List each line of the data in which the string "Осипенко" appears.

==== RECORDS FOR THIS EXERCISE ====

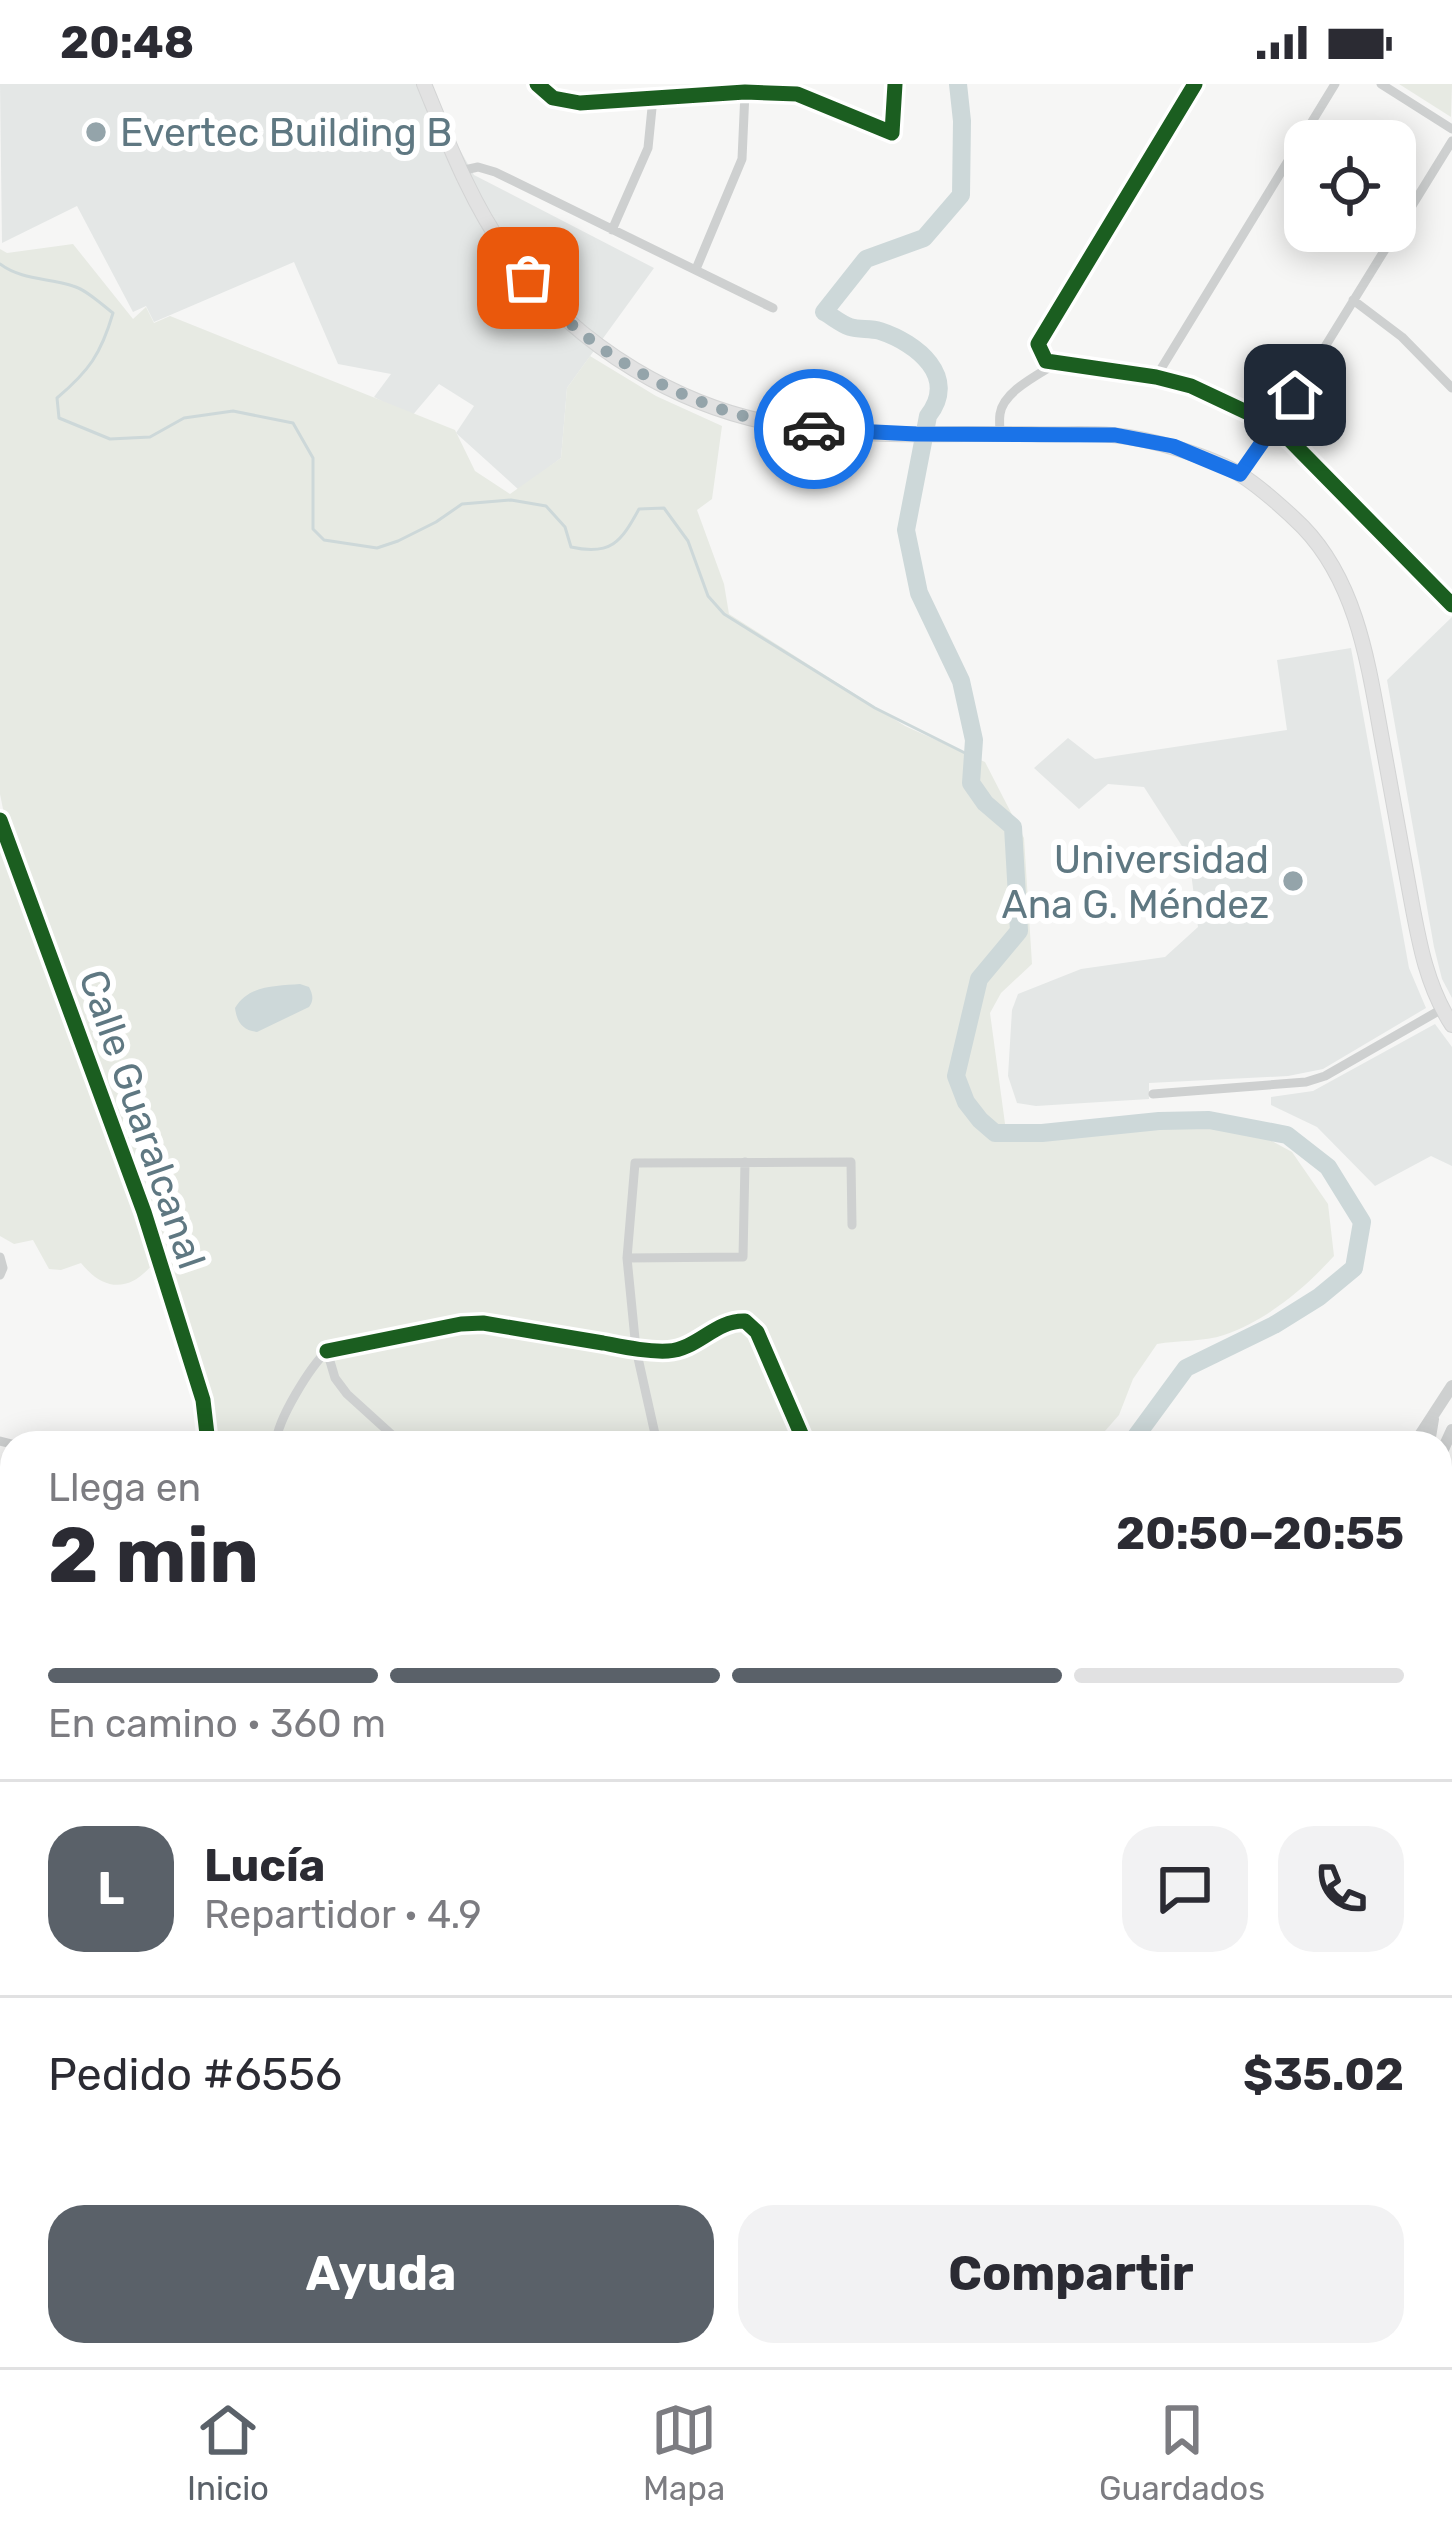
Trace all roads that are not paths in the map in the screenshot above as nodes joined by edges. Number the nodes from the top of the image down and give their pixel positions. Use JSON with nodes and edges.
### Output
{"nodes":[{"id":1,"x":424,"y":84,"type":"edge"},
{"id":2,"x":537,"y":84,"type":"edge"},
{"id":3,"x":895,"y":84,"type":"edge"},
{"id":4,"x":1195,"y":84,"type":"edge"},
{"id":5,"x":1335,"y":84,"type":"edge"},
{"id":6,"x":1381,"y":84,"type":"edge"},
{"id":7,"x":745,"y":92,"type":"junction"},
{"id":8,"x":653,"y":98,"type":"junction"},
{"id":9,"x":1452,"y":129,"type":"edge"},
{"id":10,"x":1452,"y":141,"type":"edge"},
{"id":11,"x":460,"y":171,"type":"junction"},
{"id":12,"x":612,"y":230,"type":"junction"},
{"id":13,"x":696,"y":268,"type":"junction"},
{"id":14,"x":1353,"y":301,"type":"junction"},
{"id":15,"x":773,"y":308,"type":"dead end"},
{"id":16,"x":1058,"y":362,"type":"junction"},
{"id":17,"x":1156,"y":377,"type":"junction"},
{"id":18,"x":1452,"y":388,"type":"edge"},
{"id":19,"x":1276,"y":426,"type":"junction"},
{"id":20,"x":1000,"y":434,"type":"junction"},
{"id":21,"x":1240,"y":474,"type":"junction"},
{"id":22,"x":1452,"y":605,"type":"edge"},
{"id":23,"x":0,"y":820,"type":"edge"},
{"id":24,"x":1442,"y":1010,"type":"junction"},
{"id":25,"x":1452,"y":1025,"type":"edge"},
{"id":26,"x":1153,"y":1094,"type":"dead end"},
{"id":27,"x":745,"y":1162,"type":"junction"},
{"id":28,"x":851,"y":1225,"type":"dead end"},
{"id":29,"x":0,"y":1257,"type":"edge"},
{"id":30,"x":627,"y":1258,"type":"junction"},
{"id":31,"x":0,"y":1275,"type":"edge"},
{"id":32,"x":636,"y":1348,"type":"junction"},
{"id":33,"x":327,"y":1351,"type":"junction"},
{"id":34,"x":1452,"y":1386,"type":"edge"},
{"id":35,"x":1434,"y":1412,"type":"junction"},
{"id":36,"x":796,"y":1422,"type":"dead end"},
{"id":37,"x":207,"y":1431,"type":"edge"},
{"id":38,"x":277,"y":1431,"type":"edge"},
{"id":39,"x":388,"y":1431,"type":"edge"},
{"id":40,"x":654,"y":1431,"type":"edge"},
{"id":41,"x":1422,"y":1431,"type":"edge"},
{"id":42,"x":1431,"y":1431,"type":"edge"}],
"edges":[{"from":1,"to":11,"type":"main road"},
{"from":2,"to":8,"type":"street"},
{"from":3,"to":7,"type":"street"},
{"from":4,"to":16,"type":"street"},
{"from":5,"to":17,"type":"street"},
{"from":6,"to":9,"type":"street"},
{"from":7,"to":8,"type":"street"},
{"from":7,"to":13,"type":"street"},
{"from":8,"to":12,"type":"street"},
{"from":10,"to":14,"type":"street"},
{"from":11,"to":12,"type":"street"},
{"from":11,"to":20,"type":"main road"},
{"from":12,"to":13,"type":"street"},
{"from":13,"to":15,"type":"street"},
{"from":14,"to":18,"type":"street"},
{"from":14,"to":19,"type":"street"},
{"from":16,"to":17,"type":"street"},
{"from":16,"to":20,"type":"street"},
{"from":17,"to":19,"type":"street"},
{"from":19,"to":21,"type":"street"},
{"from":19,"to":22,"type":"street"},
{"from":20,"to":21,"type":"main road"},
{"from":21,"to":24,"type":"main road"},
{"from":23,"to":37,"type":"street","name":"Calle Guaralcanal"},
{"from":24,"to":25,"type":"main road"},
{"from":24,"to":26,"type":"street"},
{"from":27,"to":28,"type":"street"},
{"from":27,"to":30,"type":"street"},
{"from":27,"to":30,"type":"street"},
{"from":29,"to":31,"type":"street"},
{"from":30,"to":32,"type":"street"},
{"from":32,"to":33,"type":"street"},
{"from":32,"to":36,"type":"street"},
{"from":32,"to":40,"type":"street"},
{"from":33,"to":38,"type":"street"},
{"from":33,"to":39,"type":"street"},
{"from":34,"to":35,"type":"street"},
{"from":35,"to":41,"type":"street"},
{"from":35,"to":42,"type":"street"}]}
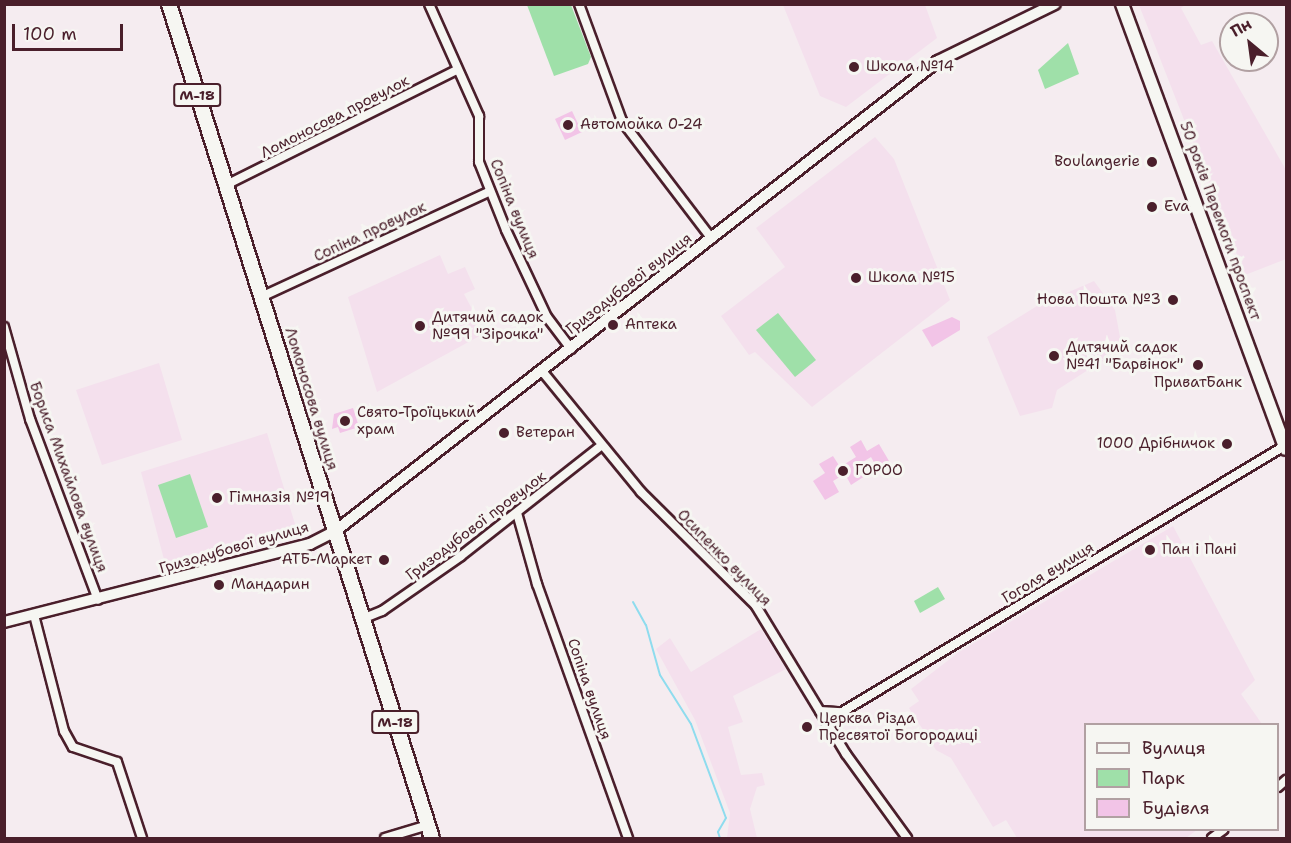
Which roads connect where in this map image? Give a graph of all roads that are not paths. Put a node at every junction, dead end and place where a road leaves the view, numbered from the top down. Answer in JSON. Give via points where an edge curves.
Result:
{"nodes":[{"id":1,"x":169,"y":4,"type":"edge"},
{"id":2,"x":429,"y":4,"type":"edge"},
{"id":3,"x":579,"y":4,"type":"edge"},
{"id":4,"x":1055,"y":4,"type":"edge"},
{"id":5,"x":1122,"y":4,"type":"edge"},
{"id":6,"x":455,"y":71,"type":"junction"},
{"id":7,"x":226,"y":185,"type":"junction"},
{"id":8,"x":490,"y":191,"type":"junction"},
{"id":9,"x":712,"y":239,"type":"junction"},
{"id":10,"x":261,"y":297,"type":"junction"},
{"id":11,"x":4,"y":327,"type":"edge"},
{"id":12,"x":570,"y":349,"type":"junction"},
{"id":13,"x":542,"y":371,"type":"junction"},
{"id":14,"x":601,"y":446,"type":"junction"},
{"id":15,"x":1286,"y":447,"type":"edge"},
{"id":16,"x":517,"y":513,"type":"junction"},
{"id":17,"x":334,"y":532,"type":"junction"},
{"id":18,"x":98,"y":600,"type":"junction"},
{"id":19,"x":34,"y":615,"type":"junction"},
{"id":20,"x":362,"y":619,"type":"junction"},
{"id":21,"x":4,"y":622,"type":"edge"},
{"id":22,"x":820,"y":711,"type":"junction"},
{"id":23,"x":430,"y":832,"type":"edge"},
{"id":24,"x":142,"y":838,"type":"edge"},
{"id":25,"x":385,"y":838,"type":"edge"},
{"id":26,"x":627,"y":838,"type":"edge"},
{"id":27,"x":907,"y":838,"type":"edge"}],
"edges":[{"from":1,"to":7,"type":"highway","name":"Ломоносова вулиця","number":"М-18"},
{"from":2,"to":6,"type":"street","name":"Сопіна вулиця"},
{"from":3,"to":9,"type":"street","via":[[622,121]]},
{"from":4,"to":9,"type":"street","name":"Гризодубової вулиця","via":[[938,61]]},
{"from":5,"to":15,"type":"main road","name":"50 років Перемоги проспект"},
{"from":6,"to":7,"type":"street","name":"Ломоносова провулок"},
{"from":6,"to":8,"type":"street","name":"Сопіна вулиця","via":[[479,116],[479,162]]},
{"from":7,"to":10,"type":"highway","name":"Ломоносова вулиця","number":"М-18"},
{"from":8,"to":10,"type":"street","name":"Сопіна провулок"},
{"from":8,"to":12,"type":"street","name":"Сопіна вулиця","via":[[547,317]]},
{"from":9,"to":12,"type":"street","name":"Гризодубової вулиця"},
{"from":10,"to":17,"type":"highway","name":"Ломоносова вулиця","number":"М-18"},
{"from":11,"to":18,"type":"street","name":"Бориса Михайлова вулиця","via":[[30,419]]},
{"from":12,"to":13,"type":"street","name":"Гризодубової вулиця"},
{"from":13,"to":14,"type":"street","name":"Осипенко вулиця"},
{"from":13,"to":17,"type":"street","name":"Гризодубової вулиця"},
{"from":14,"to":16,"type":"street","name":"Гризодубової провулок"},
{"from":14,"to":22,"type":"street","name":"Осипенко вулиця","via":[[756,606]]},
{"from":15,"to":22,"type":"street","name":"Гоголя вулиця","via":[[842,712]]},
{"from":16,"to":20,"type":"street","name":"Гризодубової провулок","via":[[382,611]]},
{"from":16,"to":26,"type":"street","name":"Сопіна вулиця","via":[[537,584]]},
{"from":17,"to":18,"type":"street","name":"Гризодубової вулиця","via":[[310,544]]},
{"from":17,"to":20,"type":"highway","name":"Ломоносова вулиця","number":"М-18"},
{"from":18,"to":19,"type":"street","name":"Гризодубової вулиця"},
{"from":19,"to":21,"type":"street","name":"Гризодубової вулиця"},
{"from":19,"to":24,"type":"street","via":[[64,731],[73,747],[117,762]]},
{"from":20,"to":23,"type":"highway","name":"Ломоносова вулиця","number":"М-18"},
{"from":22,"to":27,"type":"street","name":"Осипенко вулиця"},
{"from":23,"to":25,"type":"street"}]}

====

— SOLUTION FOR THIS PROBLEM —
{"from":13,"to":14,"type":"street","name":"Осипенко вулиця"},
{"from":14,"to":22,"type":"street","name":"Осипенко вулиця","via":[[756,606]]},
{"from":22,"to":27,"type":"street","name":"Осипенко вулиця"},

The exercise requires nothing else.